What to produce: The listing beneath should be written out in full, exactly as shown.

Records provided:
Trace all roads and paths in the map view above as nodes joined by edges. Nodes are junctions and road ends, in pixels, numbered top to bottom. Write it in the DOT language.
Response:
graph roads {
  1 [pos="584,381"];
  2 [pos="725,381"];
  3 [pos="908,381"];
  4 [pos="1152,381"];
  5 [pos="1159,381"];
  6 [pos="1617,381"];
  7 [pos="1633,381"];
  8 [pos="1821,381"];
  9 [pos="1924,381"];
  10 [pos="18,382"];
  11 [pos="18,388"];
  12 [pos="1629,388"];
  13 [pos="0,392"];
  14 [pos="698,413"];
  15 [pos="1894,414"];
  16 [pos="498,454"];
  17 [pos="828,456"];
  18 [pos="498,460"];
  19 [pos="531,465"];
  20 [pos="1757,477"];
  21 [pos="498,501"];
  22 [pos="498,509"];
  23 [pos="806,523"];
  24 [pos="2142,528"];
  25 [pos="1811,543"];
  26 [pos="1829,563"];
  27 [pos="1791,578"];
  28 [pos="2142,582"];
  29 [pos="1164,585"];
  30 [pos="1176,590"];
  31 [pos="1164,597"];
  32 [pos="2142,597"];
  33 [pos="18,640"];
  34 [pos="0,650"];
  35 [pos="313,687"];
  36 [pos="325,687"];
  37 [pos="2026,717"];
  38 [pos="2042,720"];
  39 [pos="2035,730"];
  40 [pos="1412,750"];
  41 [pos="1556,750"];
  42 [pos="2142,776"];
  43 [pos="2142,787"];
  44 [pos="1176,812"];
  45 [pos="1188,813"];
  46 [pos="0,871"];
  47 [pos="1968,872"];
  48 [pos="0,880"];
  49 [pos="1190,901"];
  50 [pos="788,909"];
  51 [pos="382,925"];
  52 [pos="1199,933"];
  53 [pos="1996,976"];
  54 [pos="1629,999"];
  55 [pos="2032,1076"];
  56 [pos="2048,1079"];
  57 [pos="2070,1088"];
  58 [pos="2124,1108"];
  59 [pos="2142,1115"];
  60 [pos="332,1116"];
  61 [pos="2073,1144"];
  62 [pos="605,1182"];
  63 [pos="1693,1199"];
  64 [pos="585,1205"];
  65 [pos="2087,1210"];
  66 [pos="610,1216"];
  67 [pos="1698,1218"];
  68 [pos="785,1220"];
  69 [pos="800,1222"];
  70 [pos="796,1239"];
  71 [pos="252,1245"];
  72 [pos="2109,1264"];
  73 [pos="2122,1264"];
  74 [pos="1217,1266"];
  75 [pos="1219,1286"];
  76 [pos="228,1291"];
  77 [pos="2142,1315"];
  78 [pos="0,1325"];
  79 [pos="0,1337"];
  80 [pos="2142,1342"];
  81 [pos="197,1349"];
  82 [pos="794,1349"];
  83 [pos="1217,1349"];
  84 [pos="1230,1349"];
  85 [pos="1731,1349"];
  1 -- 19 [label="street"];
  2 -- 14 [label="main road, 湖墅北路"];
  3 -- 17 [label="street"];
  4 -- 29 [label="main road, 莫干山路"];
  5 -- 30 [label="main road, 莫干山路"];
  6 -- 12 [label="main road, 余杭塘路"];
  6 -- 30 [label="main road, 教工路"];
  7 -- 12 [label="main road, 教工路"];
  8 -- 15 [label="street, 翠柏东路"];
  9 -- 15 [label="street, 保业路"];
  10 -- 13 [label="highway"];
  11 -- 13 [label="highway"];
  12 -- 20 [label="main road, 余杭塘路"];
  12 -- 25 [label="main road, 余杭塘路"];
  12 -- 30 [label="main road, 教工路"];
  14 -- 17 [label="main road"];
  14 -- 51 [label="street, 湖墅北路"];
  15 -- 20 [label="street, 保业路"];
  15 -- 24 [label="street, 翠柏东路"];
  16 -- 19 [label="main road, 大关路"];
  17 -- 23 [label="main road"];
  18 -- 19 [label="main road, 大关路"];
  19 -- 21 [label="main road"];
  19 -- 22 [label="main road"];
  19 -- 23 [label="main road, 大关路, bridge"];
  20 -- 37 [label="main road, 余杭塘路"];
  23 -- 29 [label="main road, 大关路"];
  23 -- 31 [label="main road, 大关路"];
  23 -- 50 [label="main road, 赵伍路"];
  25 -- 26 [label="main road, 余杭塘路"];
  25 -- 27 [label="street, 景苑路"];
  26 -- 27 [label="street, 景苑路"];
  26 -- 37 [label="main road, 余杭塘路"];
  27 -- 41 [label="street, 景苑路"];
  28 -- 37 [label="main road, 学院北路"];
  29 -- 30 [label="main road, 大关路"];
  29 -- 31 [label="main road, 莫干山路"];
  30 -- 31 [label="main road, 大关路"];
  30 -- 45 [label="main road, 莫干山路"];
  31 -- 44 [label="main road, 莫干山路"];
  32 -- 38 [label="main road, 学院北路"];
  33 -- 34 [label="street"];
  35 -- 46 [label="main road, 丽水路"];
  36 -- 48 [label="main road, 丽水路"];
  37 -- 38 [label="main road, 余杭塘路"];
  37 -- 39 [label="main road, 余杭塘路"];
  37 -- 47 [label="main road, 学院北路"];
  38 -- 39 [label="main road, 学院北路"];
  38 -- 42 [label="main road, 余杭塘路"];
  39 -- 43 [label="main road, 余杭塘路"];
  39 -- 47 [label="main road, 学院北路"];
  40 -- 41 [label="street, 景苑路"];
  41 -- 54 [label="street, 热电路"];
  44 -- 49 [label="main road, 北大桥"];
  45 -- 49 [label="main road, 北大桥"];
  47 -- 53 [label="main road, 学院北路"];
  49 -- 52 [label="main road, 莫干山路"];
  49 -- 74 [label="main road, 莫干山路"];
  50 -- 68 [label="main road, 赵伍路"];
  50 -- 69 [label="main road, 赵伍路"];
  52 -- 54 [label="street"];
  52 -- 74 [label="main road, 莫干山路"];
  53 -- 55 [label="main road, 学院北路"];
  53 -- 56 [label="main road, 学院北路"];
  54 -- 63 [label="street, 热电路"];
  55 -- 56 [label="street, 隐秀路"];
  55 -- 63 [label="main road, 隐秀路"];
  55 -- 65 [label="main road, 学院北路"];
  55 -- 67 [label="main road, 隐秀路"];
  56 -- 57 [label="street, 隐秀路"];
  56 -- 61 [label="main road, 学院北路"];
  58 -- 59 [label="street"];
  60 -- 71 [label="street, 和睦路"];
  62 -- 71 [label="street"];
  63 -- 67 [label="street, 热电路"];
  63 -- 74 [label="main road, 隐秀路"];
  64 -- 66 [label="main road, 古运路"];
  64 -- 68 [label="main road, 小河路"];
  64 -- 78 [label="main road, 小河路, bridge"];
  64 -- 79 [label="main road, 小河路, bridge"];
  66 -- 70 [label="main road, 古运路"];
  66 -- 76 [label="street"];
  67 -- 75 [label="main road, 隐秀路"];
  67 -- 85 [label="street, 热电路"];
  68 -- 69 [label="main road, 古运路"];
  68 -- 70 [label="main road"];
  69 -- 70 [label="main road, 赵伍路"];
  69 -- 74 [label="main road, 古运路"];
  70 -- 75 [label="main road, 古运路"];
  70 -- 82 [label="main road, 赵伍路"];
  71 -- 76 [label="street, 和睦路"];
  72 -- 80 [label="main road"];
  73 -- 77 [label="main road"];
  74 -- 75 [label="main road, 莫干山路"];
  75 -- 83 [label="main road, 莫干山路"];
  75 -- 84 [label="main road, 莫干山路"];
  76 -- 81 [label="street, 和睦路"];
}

Solution:
Trace all roads and paths in the map view above as nodes joined by edges. Nodes are junctions and road ends, in pixels, numbered top to bottom. Write it in the DOT language.
Response:
graph roads {
  1 [pos="584,381"];
  2 [pos="725,381"];
  3 [pos="908,381"];
  4 [pos="1152,381"];
  5 [pos="1159,381"];
  6 [pos="1617,381"];
  7 [pos="1633,381"];
  8 [pos="1821,381"];
  9 [pos="1924,381"];
  10 [pos="18,382"];
  11 [pos="18,388"];
  12 [pos="1629,388"];
  13 [pos="0,392"];
  14 [pos="698,413"];
  15 [pos="1894,414"];
  16 [pos="498,454"];
  17 [pos="828,456"];
  18 [pos="498,460"];
  19 [pos="531,465"];
  20 [pos="1757,477"];
  21 [pos="498,501"];
  22 [pos="498,509"];
  23 [pos="806,523"];
  24 [pos="2142,528"];
  25 [pos="1811,543"];
  26 [pos="1829,563"];
  27 [pos="1791,578"];
  28 [pos="2142,582"];
  29 [pos="1164,585"];
  30 [pos="1176,590"];
  31 [pos="1164,597"];
  32 [pos="2142,597"];
  33 [pos="18,640"];
  34 [pos="0,650"];
  35 [pos="313,687"];
  36 [pos="325,687"];
  37 [pos="2026,717"];
  38 [pos="2042,720"];
  39 [pos="2035,730"];
  40 [pos="1412,750"];
  41 [pos="1556,750"];
  42 [pos="2142,776"];
  43 [pos="2142,787"];
  44 [pos="1176,812"];
  45 [pos="1188,813"];
  46 [pos="0,871"];
  47 [pos="1968,872"];
  48 [pos="0,880"];
  49 [pos="1190,901"];
  50 [pos="788,909"];
  51 [pos="382,925"];
  52 [pos="1199,933"];
  53 [pos="1996,976"];
  54 [pos="1629,999"];
  55 [pos="2032,1076"];
  56 [pos="2048,1079"];
  57 [pos="2070,1088"];
  58 [pos="2124,1108"];
  59 [pos="2142,1115"];
  60 [pos="332,1116"];
  61 [pos="2073,1144"];
  62 [pos="605,1182"];
  63 [pos="1693,1199"];
  64 [pos="585,1205"];
  65 [pos="2087,1210"];
  66 [pos="610,1216"];
  67 [pos="1698,1218"];
  68 [pos="785,1220"];
  69 [pos="800,1222"];
  70 [pos="796,1239"];
  71 [pos="252,1245"];
  72 [pos="2109,1264"];
  73 [pos="2122,1264"];
  74 [pos="1217,1266"];
  75 [pos="1219,1286"];
  76 [pos="228,1291"];
  77 [pos="2142,1315"];
  78 [pos="0,1325"];
  79 [pos="0,1337"];
  80 [pos="2142,1342"];
  81 [pos="197,1349"];
  82 [pos="794,1349"];
  83 [pos="1217,1349"];
  84 [pos="1230,1349"];
  85 [pos="1731,1349"];
  1 -- 19 [label="street"];
  2 -- 14 [label="main road, 湖墅北路"];
  3 -- 17 [label="street"];
  4 -- 29 [label="main road, 莫干山路"];
  5 -- 30 [label="main road, 莫干山路"];
  6 -- 12 [label="main road, 余杭塘路"];
  6 -- 30 [label="main road, 教工路"];
  7 -- 12 [label="main road, 教工路"];
  8 -- 15 [label="street, 翠柏东路"];
  9 -- 15 [label="street, 保业路"];
  10 -- 13 [label="highway"];
  11 -- 13 [label="highway"];
  12 -- 20 [label="main road, 余杭塘路"];
  12 -- 25 [label="main road, 余杭塘路"];
  12 -- 30 [label="main road, 教工路"];
  14 -- 17 [label="main road"];
  14 -- 51 [label="street, 湖墅北路"];
  15 -- 20 [label="street, 保业路"];
  15 -- 24 [label="street, 翠柏东路"];
  16 -- 19 [label="main road, 大关路"];
  17 -- 23 [label="main road"];
  18 -- 19 [label="main road, 大关路"];
  19 -- 21 [label="main road"];
  19 -- 22 [label="main road"];
  19 -- 23 [label="main road, 大关路, bridge"];
  20 -- 37 [label="main road, 余杭塘路"];
  23 -- 29 [label="main road, 大关路"];
  23 -- 31 [label="main road, 大关路"];
  23 -- 50 [label="main road, 赵伍路"];
  25 -- 26 [label="main road, 余杭塘路"];
  25 -- 27 [label="street, 景苑路"];
  26 -- 27 [label="street, 景苑路"];
  26 -- 37 [label="main road, 余杭塘路"];
  27 -- 41 [label="street, 景苑路"];
  28 -- 37 [label="main road, 学院北路"];
  29 -- 30 [label="main road, 大关路"];
  29 -- 31 [label="main road, 莫干山路"];
  30 -- 31 [label="main road, 大关路"];
  30 -- 45 [label="main road, 莫干山路"];
  31 -- 44 [label="main road, 莫干山路"];
  32 -- 38 [label="main road, 学院北路"];
  33 -- 34 [label="street"];
  35 -- 46 [label="main road, 丽水路"];
  36 -- 48 [label="main road, 丽水路"];
  37 -- 38 [label="main road, 余杭塘路"];
  37 -- 39 [label="main road, 余杭塘路"];
  37 -- 47 [label="main road, 学院北路"];
  38 -- 39 [label="main road, 学院北路"];
  38 -- 42 [label="main road, 余杭塘路"];
  39 -- 43 [label="main road, 余杭塘路"];
  39 -- 47 [label="main road, 学院北路"];
  40 -- 41 [label="street, 景苑路"];
  41 -- 54 [label="street, 热电路"];
  44 -- 49 [label="main road, 北大桥"];
  45 -- 49 [label="main road, 北大桥"];
  47 -- 53 [label="main road, 学院北路"];
  49 -- 52 [label="main road, 莫干山路"];
  49 -- 74 [label="main road, 莫干山路"];
  50 -- 68 [label="main road, 赵伍路"];
  50 -- 69 [label="main road, 赵伍路"];
  52 -- 54 [label="street"];
  52 -- 74 [label="main road, 莫干山路"];
  53 -- 55 [label="main road, 学院北路"];
  53 -- 56 [label="main road, 学院北路"];
  54 -- 63 [label="street, 热电路"];
  55 -- 56 [label="street, 隐秀路"];
  55 -- 63 [label="main road, 隐秀路"];
  55 -- 65 [label="main road, 学院北路"];
  55 -- 67 [label="main road, 隐秀路"];
  56 -- 57 [label="street, 隐秀路"];
  56 -- 61 [label="main road, 学院北路"];
  58 -- 59 [label="street"];
  60 -- 71 [label="street, 和睦路"];
  62 -- 71 [label="street"];
  63 -- 67 [label="street, 热电路"];
  63 -- 74 [label="main road, 隐秀路"];
  64 -- 66 [label="main road, 古运路"];
  64 -- 68 [label="main road, 小河路"];
  64 -- 78 [label="main road, 小河路, bridge"];
  64 -- 79 [label="main road, 小河路, bridge"];
  66 -- 70 [label="main road, 古运路"];
  66 -- 76 [label="street"];
  67 -- 75 [label="main road, 隐秀路"];
  67 -- 85 [label="street, 热电路"];
  68 -- 69 [label="main road, 古运路"];
  68 -- 70 [label="main road"];
  69 -- 70 [label="main road, 赵伍路"];
  69 -- 74 [label="main road, 古运路"];
  70 -- 75 [label="main road, 古运路"];
  70 -- 82 [label="main road, 赵伍路"];
  71 -- 76 [label="street, 和睦路"];
  72 -- 80 [label="main road"];
  73 -- 77 [label="main road"];
  74 -- 75 [label="main road, 莫干山路"];
  75 -- 83 [label="main road, 莫干山路"];
  75 -- 84 [label="main road, 莫干山路"];
  76 -- 81 [label="street, 和睦路"];
}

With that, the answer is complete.